A poesia que chega no saco de pão
Embalagens ganham vida com os versos de crianças e adolescentes
Que tal ir até a padaria e comprar alguns pães embalados por poesia? Na região metropolitana de Belo Horizonte, as embalagens ganham vida com os versos de crianças e adolescentes. Trata-se do projeto Pão e Poesia, uma iniciativa criada pelo mineiro Diovani Mendonça, que já aproximou alunos de 22 escolas públicas da literatura. Com oficinas de sensibilização poética, os estudantes são estimulados a ler e produzir poemas que ultrapassam os muros da sala de aula.
“Eu pensei em colocar os poemas no saquinho de pão porque as pessoas vão todos os dias à padaria”, explicou o idealizador do projeto. Para ele, os versos podem estar muito mais próximos do cotidiano das pessoas do que das estantes de bibliotecas. Analista de sistemas autodidata, Mendonça estudou apenas até a sétima série, mas isso não o impediu de se tornar um poeta apaixonado pelos versos. E coincidência ou não, o mineiro ainda carrega consigo o orgulho de ter nascido em 12 de outubro, o dia nacional da leitura.
No período da infância e da adolescência, ele costumava passar os dias no colégio para acompanhar a mãe, que trabalhava como servente escolar. Em uma tarde, durante uma de suas andanças pela escola, um livro aberto deixado na biblioteca chamou sua atenção.
A obra era uma adaptação de Dom Quixote feita por Monteiro Lobato. Sem pensar muito, o garoto levou o livro para casa. “A partir disso, eu comecei a me interessar e ler tudo o que eu via pela frente”, lembrou.
Mesmo encantado pelo universo das letras, deixou a escola desmotivado pelas brincadeiras de mau gosto feitas por colegas de classe e as humilhações sofridas por ter dificuldade em matemática.
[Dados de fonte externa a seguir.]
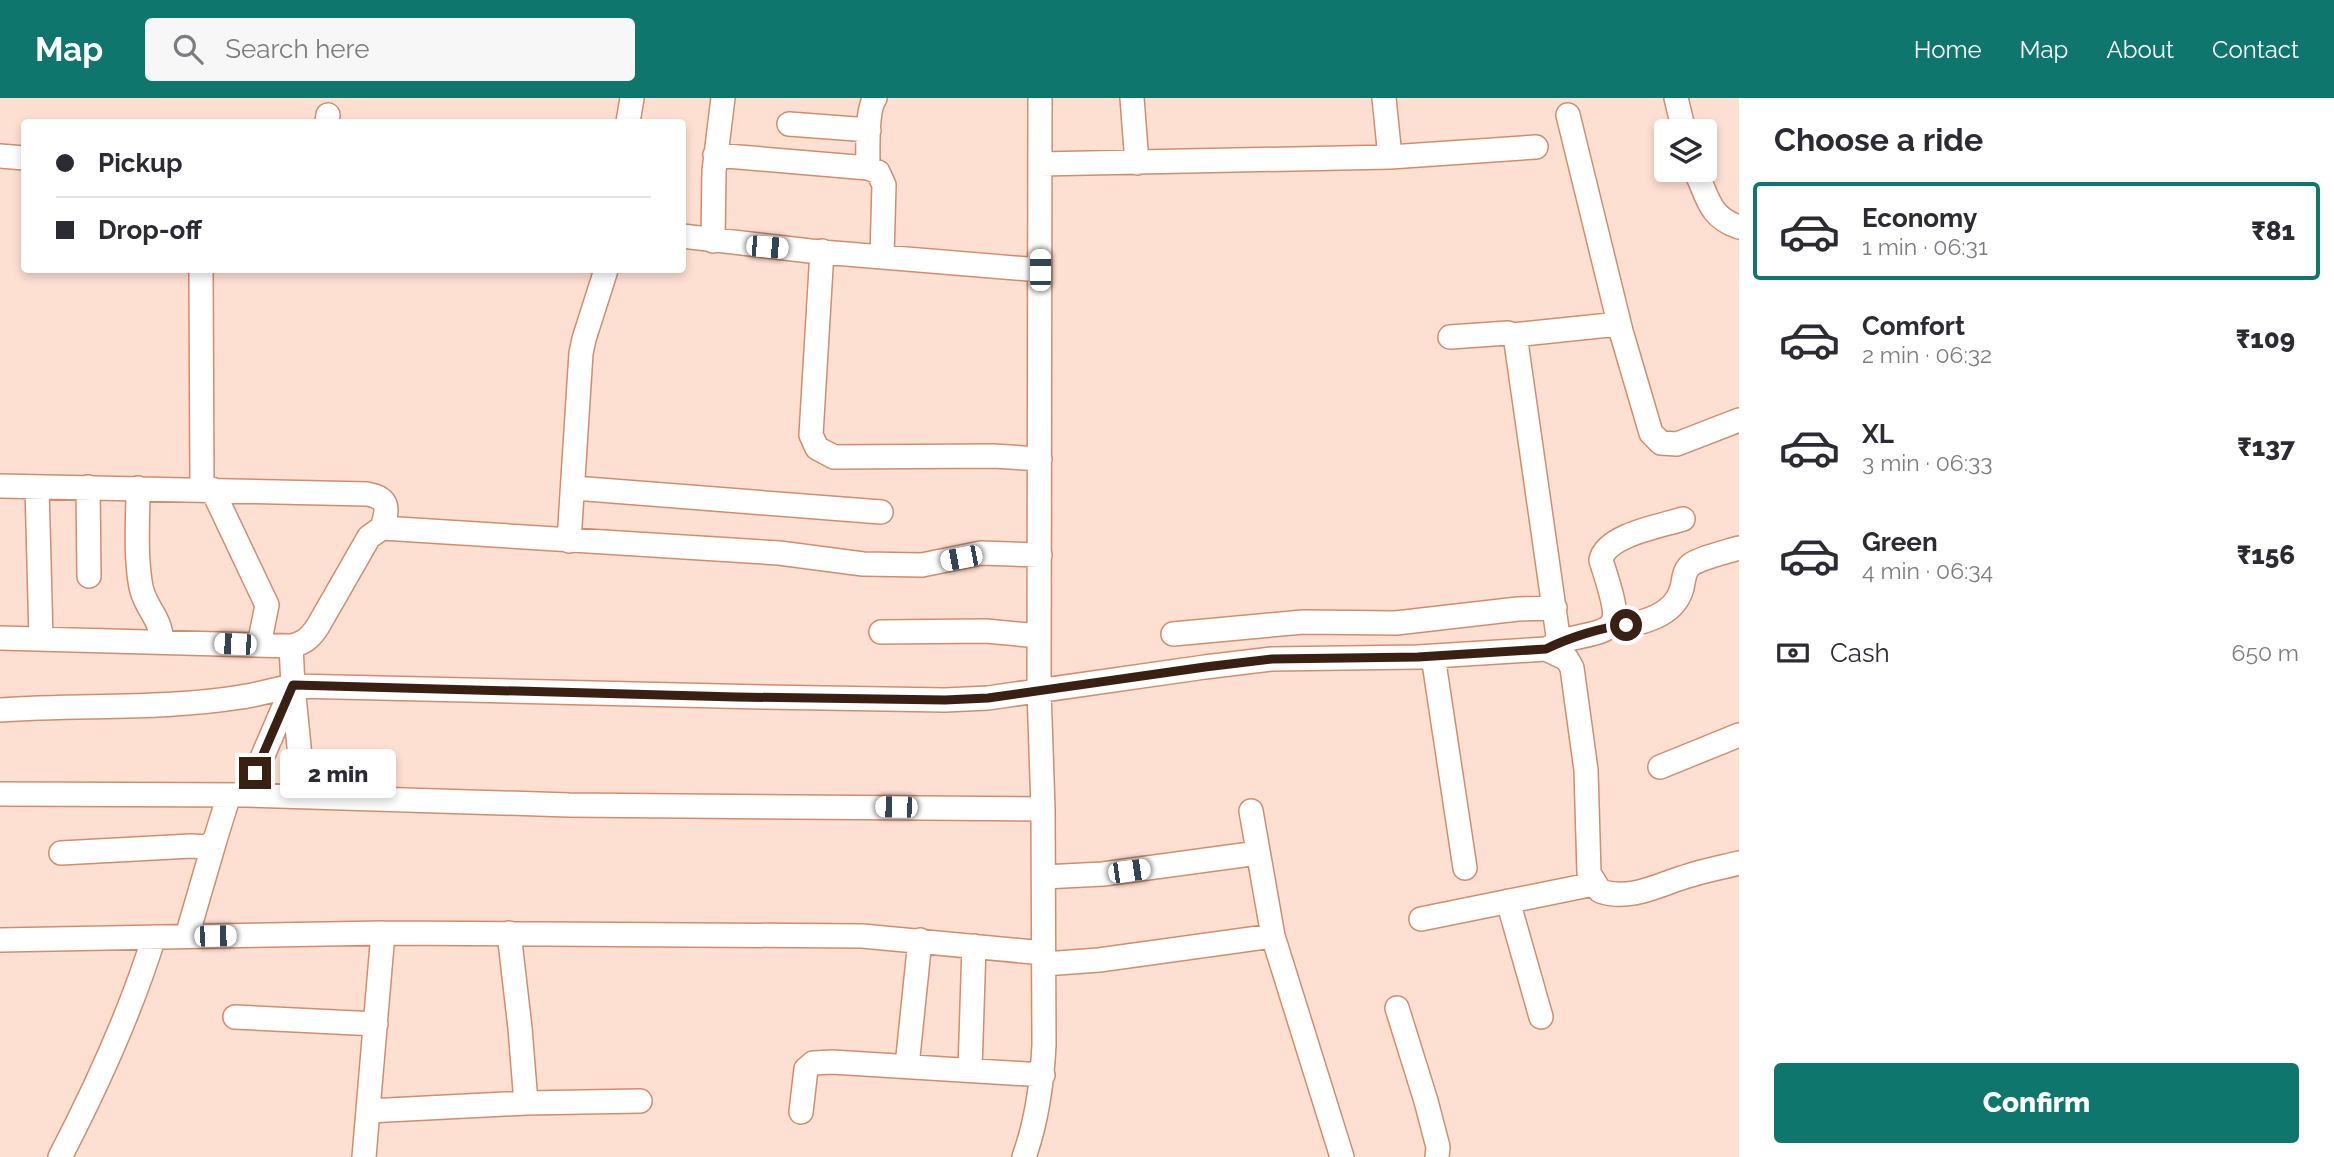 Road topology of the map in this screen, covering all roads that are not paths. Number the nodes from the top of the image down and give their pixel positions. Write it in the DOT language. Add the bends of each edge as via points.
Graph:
graph roads {
  1 [pos="632,98"];
  2 [pos="723,98"];
  3 [pos="875,98"];
  4 [pos="1040,98"];
  5 [pos="1132,98"];
  6 [pos="1384,98"];
  7 [pos="1676,98"];
  8 [pos="1568,115"];
  9 [pos="628,119"];
  10 [pos="1681,119"];
  11 [pos="789,124"];
  12 [pos="869,130"];
  13 [pos="1536,147"];
  14 [pos="715,155"];
  15 [pos="0,156"];
  16 [pos="1390,157"];
  17 [pos="21,158"];
  18 [pos="1137,163"];
  19 [pos="1040,164"];
  20 [pos="867,168"];
  21 [pos="1701,182"];
  22 [pos="1739,227"];
  23 [pos="686,237"];
  24 [pos="713,241"];
  25 [pos="821,251"];
  26 [pos="882,257"];
  27 [pos="1040,270"];
  28 [pos="201,273"];
  29 [pos="605,273"];
  30 [pos="1619,324"];
  31 [pos="1513,335"];
  32 [pos="1450,337"];
  33 [pos="1739,420"];
  34 [pos="1040,459"];
  35 [pos="0,486"];
  36 [pos="37,486"];
  37 [pos="88,487"];
  38 [pos="138,488"];
  39 [pos="574,488"];
  40 [pos="207,489"];
  41 [pos="881,512"];
  42 [pos="1683,519"];
  43 [pos="382,528"];
  44 [pos="569,541"];
  45 [pos="1739,548"];
  46 [pos="1040,555"];
  47 [pos="89,576"];
  48 [pos="1555,608"];
  49 [pos="1610,627"];
  50 [pos="881,632"];
  51 [pos="1173,634"];
  52 [pos="1039,636"];
  53 [pos="0,638"];
  54 [pos="41,639"];
  55 [pos="162,642"];
  56 [pos="259,645"];
  57 [pos="291,646"];
  58 [pos="1553,646"];
  59 [pos="1433,656"];
  60 [pos="293,685"];
  61 [pos="1039,690"];
  62 [pos="0,710"];
  63 [pos="1739,735"];
  64 [pos="1660,767"];
  65 [pos="0,794"];
  66 [pos="237,795"];
  67 [pos="304,797"];
  68 [pos="1043,808"];
  69 [pos="1251,811"];
  70 [pos="215,840"];
  71 [pos="61,853"];
  72 [pos="1258,853"];
  73 [pos="1739,863"];
  74 [pos="1465,868"];
  75 [pos="1044,877"];
  76 [pos="1594,884"];
  77 [pos="1508,901"];
  78 [pos="1421,919"];
  79 [pos="383,933"];
  80 [pos="509,933"];
  81 [pos="187,936"];
  82 [pos="1273,936"];
  83 [pos="154,937"];
  84 [pos="0,940"];
  85 [pos="920,940"];
  86 [pos="974,946"];
  87 [pos="1044,958"];
  88 [pos="1397,1008"];
  89 [pos="235,1017"];
  90 [pos="1541,1017"];
  91 [pos="376,1024"];
  92 [pos="907,1066"];
  93 [pos="970,1070"];
  94 [pos="1043,1074"];
  95 [pos="640,1101"];
  96 [pos="526,1103"];
  97 [pos="368,1111"];
  98 [pos="801,1112"];
  99 [pos="60,1157"];
  100 [pos="364,1157"];
  101 [pos="1024,1157"];
  102 [pos="1342,1157"];
  103 [pos="1437,1157"];
  1 -- 9 [label="street"];
  2 -- 14 [label="street"];
  3 -- 12 [label="street"];
  4 -- 19 [label="street"];
  5 -- 18 [label="street"];
  6 -- 16 [label="street"];
  7 -- 10 [label="street"];
  8 -- 30 [label="street"];
  11 -- 12 [label="street"];
  12 -- 20 [label="street"];
  13 -- 16 [label="street"];
  14 -- 20 [label="street"];
  14 -- 24 [label="street"];
  15 -- 17 [label="street"];
  16 -- 18 [label="street"];
  18 -- 19 [label="street"];
  19 -- 27 [label="street"];
  20 -- 26 [label="street" via="878,172 884,185"];
  21 -- 22 [label="street" via="1714,211 1726,223"];
  23 -- 24 [label="street"];
  24 -- 25 [label="street"];
  25 -- 26 [label="street"];
  25 -- 34 [label="street" via="811,435 817,448 834,457"];
  26 -- 27 [label="street"];
  27 -- 34 [label="street"];
  28 -- 40 [label="street"];
  29 -- 39 [label="street" via="581,353"];
  30 -- 31 [label="street"];
  30 -- 33 [label="street" via="1655,438 1661,443 1677,444"];
  31 -- 32 [label="street"];
  31 -- 48 [label="street"];
  34 -- 46 [label="street"];
  35 -- 36 [label="street"];
  36 -- 37 [label="street"];
  36 -- 54 [label="street"];
  37 -- 38 [label="street"];
  37 -- 47 [label="street"];
  38 -- 40 [label="street"];
  38 -- 55 [label="street" via="142,589 160,623"];
  39 -- 41 [label="street"];
  39 -- 44 [label="street"];
  40 -- 43 [label="street" via="376,495 387,508"];
  40 -- 56 [label="street" via="267,605"];
  42 -- 49 [label="street" via="1625,537 1602,554 1615,610"];
  43 -- 44 [label="street"];
  43 -- 57 [label="street" via="369,537 310,638"];
  44 -- 46 [label="street" via="779,553 885,565 922,565 981,554"];
  45 -- 49 [label="street" via="1693,563 1669,609 1643,622"];
  46 -- 52 [label="street"];
  48 -- 51 [label="street" via="1417,621 1303,622"];
  48 -- 58 [label="street"];
  49 -- 58 [label="street"];
  50 -- 52 [label="street" via="986,631"];
  52 -- 61 [label="street"];
  53 -- 54 [label="street"];
  54 -- 55 [label="street"];
  55 -- 56 [label="street"];
  56 -- 57 [label="street"];
  57 -- 60 [label="street"];
  58 -- 59 [label="street"];
  58 -- 76 [label="street" via="1572,668 1586,770 1589,873"];
  59 -- 61 [label="street" via="1272,659"];
  59 -- 74 [label="street"];
  60 -- 61 [label="street" via="945,700"];
  60 -- 62 [label="street" via="239,698"];
  60 -- 66 [label="street"];
  60 -- 67 [label="street"];
  61 -- 68 [label="street"];
  63 -- 64 [label="street"];
  65 -- 66 [label="street"];
  66 -- 67 [label="street"];
  66 -- 70 [label="street"];
  67 -- 68 [label="street" via="569,805"];
  68 -- 75 [label="street"];
  69 -- 72 [label="street"];
  70 -- 71 [label="street" via="207,847"];
  70 -- 81 [label="street"];
  72 -- 75 [label="street" via="1103,874"];
  72 -- 82 [label="street"];
  73 -- 76 [label="street" via="1642,892 1621,895 1600,891"];
  75 -- 87 [label="street"];
  76 -- 77 [label="street"];
  77 -- 78 [label="street"];
  77 -- 90 [label="street"];
  79 -- 80 [label="street"];
  79 -- 81 [label="street"];
  79 -- 91 [label="street"];
  80 -- 85 [label="street"];
  80 -- 96 [label="street"];
  81 -- 83 [label="street"];
  82 -- 87 [label="street" via="1100,960"];
  82 -- 102 [label="street"];
  83 -- 84 [label="street"];
  83 -- 99 [label="street" via="113,1049"];
  85 -- 86 [label="street"];
  85 -- 92 [label="street"];
  86 -- 87 [label="street"];
  86 -- 93 [label="street"];
  87 -- 94 [label="street"];
  88 -- 103 [label="street" via="1426,1101"];
  89 -- 91 [label="street"];
  91 -- 97 [label="street"];
  92 -- 93 [label="street"];
  92 -- 98 [label="street" via="813,1063 806,1069"];
  93 -- 94 [label="street"];
  94 -- 101 [label="street"];
  95 -- 96 [label="street"];
  96 -- 97 [label="street"];
  97 -- 100 [label="street"];
}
Quem diria que, após muito anos, aquele mesmo garoto que não concluiu o ensino fundamental iria aproximar mais de 500 crianças e adolescentes da literatura. Hoje, com o Pão e Poesia, ele já distribuiu gratuitamente mais de 1 milhão de saquinhos por padarias da região.
Na primeira edição, realizada em 2008, o projeto estampava versos de poetas de renome e desenhos de artistas plásticos homenageados. Além disso, Mendonça também incluiu a seleção de alguns poemas que foram enviados pelas pessoas. Inicialmente foram feitas 300 mil embalagens, todas produzidas na base da colaboração. O amigo Renan Rocha, que trabalhava no ramo de embalagens, cedeu o papel, outra pessoa se prontificou a ajudar com as tintas e a partir daí o projeto ganhou forma. Ele se manteve assim até conseguir uma verba de incentivo à cultura, conquistada após ganhar o primeiro lugar no concurso Pontos de Mídia Livre, em 2009. Um ano depois, a iniciativa também foi reconhecida pelo Ministério da Cultura e conquistou o título de Selo Cultura Viva.
Quando a primeira leva de embalagens acabou, o mineiro quis plastificar as poucas unidades que sobraram e decidiu levar até as escolas da região para expor o seu projeto. Dessa aproximação, surgiu a ideia de desenvolver oficinas de literatura com os estudantes, passando a estampar a produção feita por eles nos saquinhos de pão. “Eu pensei em uma forma de levar a poesia até as pessoas de uma forma que não fosse por livros”, contou. Durante períodos de aproximadamente duas horas, com os chamados “momentos de sensibilização poética”, os estudantes adquirem o contato com a poesia e são estimulados por a se arriscar na produção dos primeiros versos.
O analista de sistemas conta que esse processo é totalmente livre e pode variar de escola para escola. Tudo vai depender do momento e a percepção dos oficineiros responsáveis pela sensibilização poética dos alunos. “Para mim, as coisas formalizadas demais não servem”, contou. De acordo com ele, o mais importante dessa atividade não é estimular a leitura ou a escrita. “Eu quero fazer com que esses alunos consigam pensar fora da caixinha.”
Atualmente, o projeto Pão e Poesia não está realizando novas oficinas. Porém, os saquinhos de pão produzidos pelos alunos da última edição ainda estão em circulação. Segundo Mendonça, existem planos de promover novas turmas e expandir o projeto para algumas cidades de São Paulo e do Paraná. Além disso, ele também tem organizado outros projetos ligados à poesia, como a grafitada poética e a distribuição de poemas em praças públicas – sempre com a intenção de levar a poesia ao cotidiano das pessoas.